Every organ in the body relies on the vascular system for oxygen, nutrients, and physiological maintenance. Abnormalities in the vasculature are responsible for a significant number of chronic diseases. Simons’ lab focuses on the links among vascular abnormalities, disease, and aging. His team was one of the first to discovery EndMT and its involvement in conditions including atherosclerosis, peripheral vascular disease, heart attacks, and pulmonary hypertension.

EndMT triggers abnormalities in the endothelial cells that attract inflammatory stimuli including white blood cells. “Normally they would pass these cells by, but now they stop and enter the tissues and begin secreting inflammatory cytokines,” Simons explains. Importantly, once this process begins, it becomes irreversible. “All of our attempts to cure diseases with this underlying chronic inflammatory process have failed,” says Simons.

EndMT is a complicated process, says Simons, because it is largely driven by TGF-β signaling, which regulates many functions within cells. “This is a very unusual signaling mechanism because while it is pro-inflammatory in endothelial cells, it’s anti-inflammatory in essentially every other cell type,” he explains. “So you cannot use systemic agents to block this process because they will do more harm than good.” Thus, it is essential for any potential therapies to target the endothelial cells themselves.
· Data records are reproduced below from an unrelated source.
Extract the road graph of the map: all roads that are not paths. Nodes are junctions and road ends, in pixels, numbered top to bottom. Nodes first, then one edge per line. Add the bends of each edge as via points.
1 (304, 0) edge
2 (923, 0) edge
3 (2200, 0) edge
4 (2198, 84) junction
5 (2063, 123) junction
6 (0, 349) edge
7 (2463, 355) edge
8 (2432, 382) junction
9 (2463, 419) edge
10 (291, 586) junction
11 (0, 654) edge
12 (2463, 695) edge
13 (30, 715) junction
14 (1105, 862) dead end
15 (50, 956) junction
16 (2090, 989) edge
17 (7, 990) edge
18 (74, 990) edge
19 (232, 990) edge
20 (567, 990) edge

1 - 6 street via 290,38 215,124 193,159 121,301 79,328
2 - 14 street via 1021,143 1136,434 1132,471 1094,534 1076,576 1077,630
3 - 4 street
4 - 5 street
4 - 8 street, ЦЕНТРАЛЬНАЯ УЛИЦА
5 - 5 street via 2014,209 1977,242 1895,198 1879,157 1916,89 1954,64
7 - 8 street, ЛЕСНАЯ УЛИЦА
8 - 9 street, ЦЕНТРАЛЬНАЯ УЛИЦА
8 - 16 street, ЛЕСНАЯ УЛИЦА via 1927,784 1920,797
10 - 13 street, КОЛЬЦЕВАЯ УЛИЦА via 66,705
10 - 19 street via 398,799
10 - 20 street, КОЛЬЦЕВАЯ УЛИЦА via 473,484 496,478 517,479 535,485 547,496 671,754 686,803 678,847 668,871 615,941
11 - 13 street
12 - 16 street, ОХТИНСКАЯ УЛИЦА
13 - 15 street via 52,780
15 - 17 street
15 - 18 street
Endothelial cells have an unusual metabolic profile. Normally, cells use fat as their predominant source of energy. Endothelial cells, on the other hand, mainly rely on sugar for their energy needs. Furthermore, during EndMT, endothelial cells undergo extensive gene expression changes, and it’s likely that these changes are metabolic in nature. Thus, Simons’ team became intrigued about whether there is a unique metabolic basis to EndMT, and if so, if it could provide insight on how to target EndMT.

The team began by exploring the metabolic changes that TGF-β signaling induced in endothelial cells and noticed that it led to the cells making an excessive amount of a molecule known as acetyl-CoA (Ac-CoA). Intrigued, the team looked for where the Ac-CoA came from. “And here there was a big surprise,” says Arany. “Much of the Ac-CoA came from acetate.”
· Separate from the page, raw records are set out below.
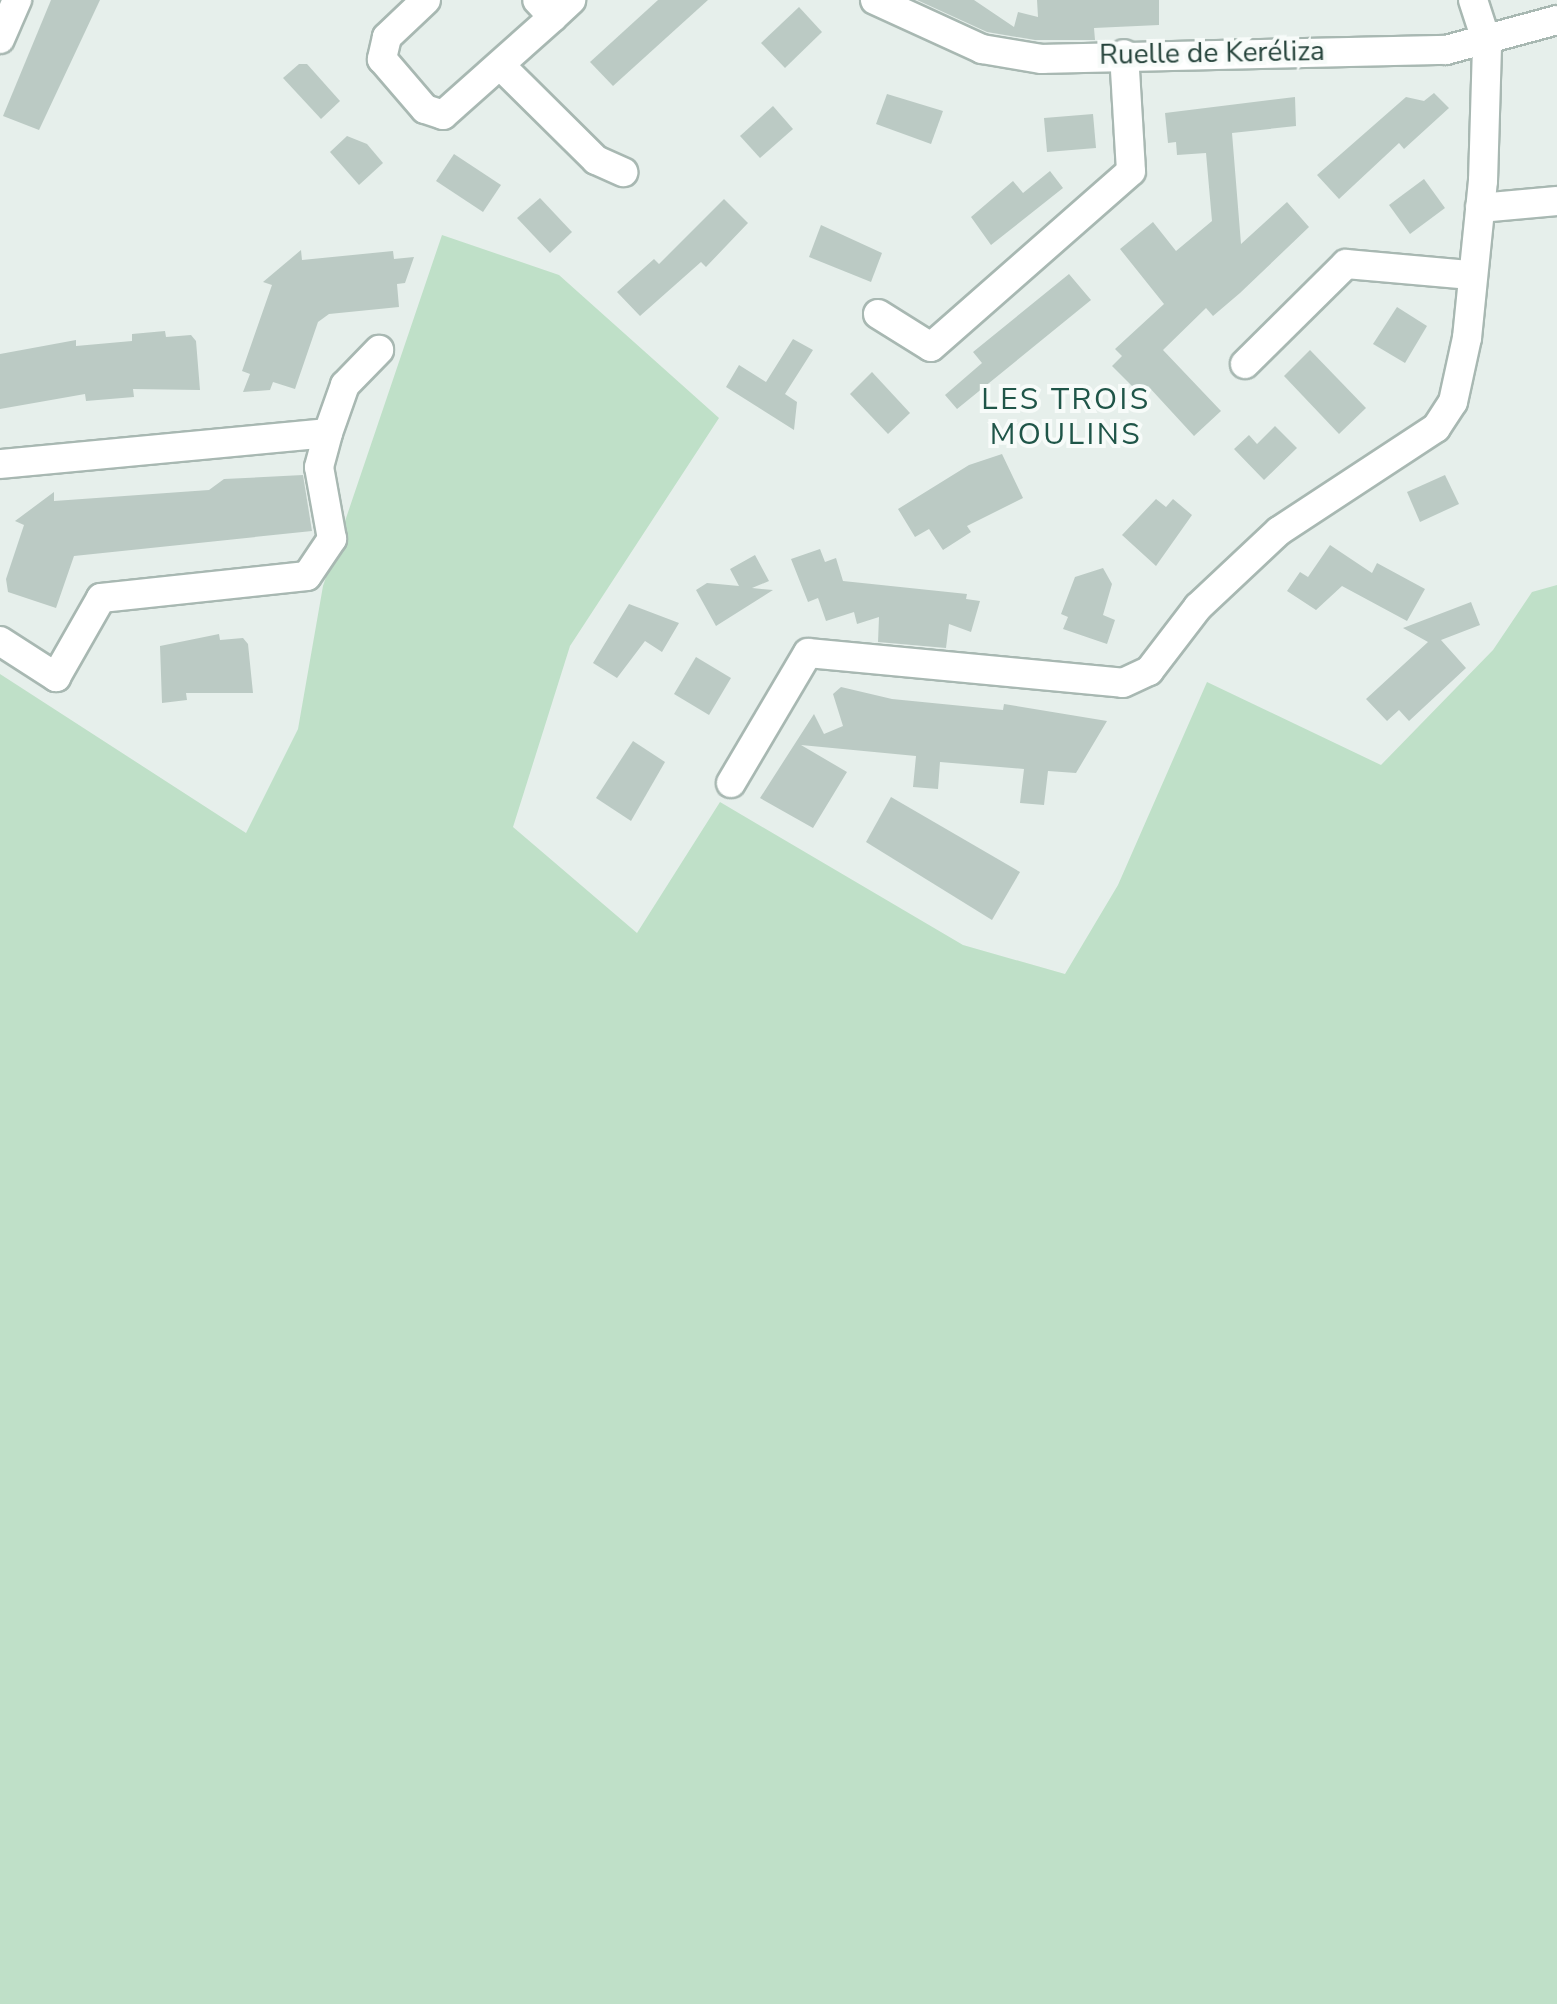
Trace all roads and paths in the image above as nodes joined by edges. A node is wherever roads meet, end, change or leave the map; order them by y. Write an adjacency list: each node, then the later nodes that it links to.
1 (16, 0): 7 (street)
2 (426, 0): 10 (street)
3 (875, 0): 9 (street, Ruelle de Keréliza)
4 (1473, 0): 8 (street)
5 (554, 6): 10 (street)
6 (1557, 20): 8 (street, Ruelle de Keréliza)
7 (0, 39)
8 (1487, 43): 9 (street, Ruelle de Keréliza); 13 (street)
9 (1124, 54): 15 (street)
10 (502, 68): 11 (street)
11 (623, 172)
12 (1557, 201): 13 (street)
13 (1480, 208): 14 (street)
14 (1469, 274): 17 (street); 21 (street)
15 (878, 314)
16 (379, 350): 18 (street)
17 (1245, 364)
18 (328, 433): 19 (street); 20 (street)
19 (0, 464)
20 (0, 641)
21 (731, 783)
Acetate is a very small metabolite typically generated by bacteria in the gut, and rarely used to make Ac-CoA. But in this case, the team found that acetate was made from sugar by the endothelial cells themselves, and the cells used it to make a large part of their Ac-CoA.

This is important, because Ac-CoA is a major source of energy in many cell types, but in the context of EndMT, it plays a surprising role, the team found. It did not generate energy, but rather, was a source of acetyl-groups that stabilized the expression of TGF-β signaling molecules. Normal endothelial cells do not respond to the surrounding TGF-β in the blood and tissues because they express essentially no TGF-b receptor . But when excessive acetyl-groups originating from Ac-CoA bind to the TGF-β receptor, it results in a dramatic increase in its expression, thereby allowing the endothelial cells now expressing this receptor to be harmed by the noxious TGF-β stimulus. They also identified that an enzyme known as ACSS2 was essential for Ac-CoA synthesis in endothelial cells.

Next, the team wanted to see if their new insights were biologically meaningful in vivo. In mice with atherosclerosis, they found that deleting the ACSS2 gene dramatically reduced the extent of the disease’s development, highlight ACSS2 as a promising target for EndMT therapeutics. “We hope to use this finding to develop new therapies and translate those therapies in vivo,” says Simons.